I was tired from yesterday, so knew that doing an early job was crucial. I needed to empty myself early in the race because once the pace went up I was going to be a non-helper. So my job was riding at or near the front and covering moves. I did this for over half the race and then really started to suffer. There are only so many jumps and attacks you can follow before the legs really explode. My team like that I’m a fighter, I don’t give up, something which you can’t teach a bike rider. I was always there trying to cover moves and if I ended up too near the back I would try and get back up as quickly as possible. It’s only the first race of the year, what more could I have expected?
So the race is over! It feels like I have only just arrived in Qatar, but tonight I am going home. It’s going to be a long day, although half has already gone. I won’t be getting back to England until 11.00 tomorrow morning and that’s after I get my connection flight from Paris. Traveling is something you just have to get used to as a bike rider because sometimes, there is a lot more traveling than actual riding!

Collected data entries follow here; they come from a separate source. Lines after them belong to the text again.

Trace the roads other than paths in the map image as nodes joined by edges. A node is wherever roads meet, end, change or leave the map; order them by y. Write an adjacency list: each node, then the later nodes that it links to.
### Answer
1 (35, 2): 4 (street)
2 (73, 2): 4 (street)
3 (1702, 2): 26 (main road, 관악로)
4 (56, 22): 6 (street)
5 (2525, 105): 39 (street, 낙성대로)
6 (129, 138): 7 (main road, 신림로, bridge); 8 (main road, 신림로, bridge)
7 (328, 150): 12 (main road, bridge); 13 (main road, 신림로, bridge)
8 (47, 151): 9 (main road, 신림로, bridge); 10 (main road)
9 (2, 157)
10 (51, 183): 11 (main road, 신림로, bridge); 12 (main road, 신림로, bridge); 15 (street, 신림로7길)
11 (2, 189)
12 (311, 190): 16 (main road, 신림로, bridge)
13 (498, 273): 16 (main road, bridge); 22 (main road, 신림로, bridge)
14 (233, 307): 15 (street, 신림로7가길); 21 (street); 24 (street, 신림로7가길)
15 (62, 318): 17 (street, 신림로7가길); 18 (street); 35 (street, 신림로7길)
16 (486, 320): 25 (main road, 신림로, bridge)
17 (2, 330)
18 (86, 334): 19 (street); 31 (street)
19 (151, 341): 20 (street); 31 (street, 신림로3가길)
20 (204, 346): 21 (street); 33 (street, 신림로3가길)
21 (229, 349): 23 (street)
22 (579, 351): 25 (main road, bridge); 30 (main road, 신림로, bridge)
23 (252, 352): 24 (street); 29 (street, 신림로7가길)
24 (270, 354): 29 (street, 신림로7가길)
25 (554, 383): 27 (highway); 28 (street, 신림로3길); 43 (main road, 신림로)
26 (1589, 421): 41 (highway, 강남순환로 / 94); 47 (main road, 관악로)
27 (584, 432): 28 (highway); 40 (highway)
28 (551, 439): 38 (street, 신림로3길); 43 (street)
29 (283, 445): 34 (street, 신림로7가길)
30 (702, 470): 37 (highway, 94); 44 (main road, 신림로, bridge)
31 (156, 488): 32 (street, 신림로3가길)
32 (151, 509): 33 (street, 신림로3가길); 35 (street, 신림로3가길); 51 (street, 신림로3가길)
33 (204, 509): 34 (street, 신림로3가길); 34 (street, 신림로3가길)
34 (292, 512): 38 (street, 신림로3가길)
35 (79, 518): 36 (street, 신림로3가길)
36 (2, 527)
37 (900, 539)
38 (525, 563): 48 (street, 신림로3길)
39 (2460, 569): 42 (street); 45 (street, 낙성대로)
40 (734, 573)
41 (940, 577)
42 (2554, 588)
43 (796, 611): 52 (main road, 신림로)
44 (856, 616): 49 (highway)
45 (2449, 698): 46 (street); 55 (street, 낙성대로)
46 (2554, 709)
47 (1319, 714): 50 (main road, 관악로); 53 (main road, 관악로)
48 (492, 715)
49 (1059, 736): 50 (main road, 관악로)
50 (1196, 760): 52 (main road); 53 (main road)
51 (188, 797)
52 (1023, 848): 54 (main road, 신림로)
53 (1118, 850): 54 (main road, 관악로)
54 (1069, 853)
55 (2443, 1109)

These three days have been a big learning curve for me. OK, I have been riding for a long time but not at this level. I have learnt so much, the things that need improving are not major things but by getting better at these I will instantly improve as a bike rider. It’s a long season and one which I am sure will be successful. I can’t expect instant success at these things, but hey I wouldn’t be worth it if I didn’t want to improve at 100mph!
The race itself however did not compare to the race after the race. We had to ride a lap of the crit course, but with a twist. Every rider from the women’s race and men’ s race had to do it. It was quite something seeing everyone together, but very cool. This is something that should happen more often with the men’s and women’s races being held either together or on similar days. We then basically all rode back to the hotel together, something which must have been quite cool to see. It was a very large group and on these roads where traffic is less than friendly, it was pretty cool!
So now I’m trying to pack to return home! I really can’t be asked if I’m honest, it’s not something that I enjoy doing, but in the last weeks it’s something that I have been doing a lot of!
Hopefully I can sleep on the plane, otherwise tomorrow I will be very tired!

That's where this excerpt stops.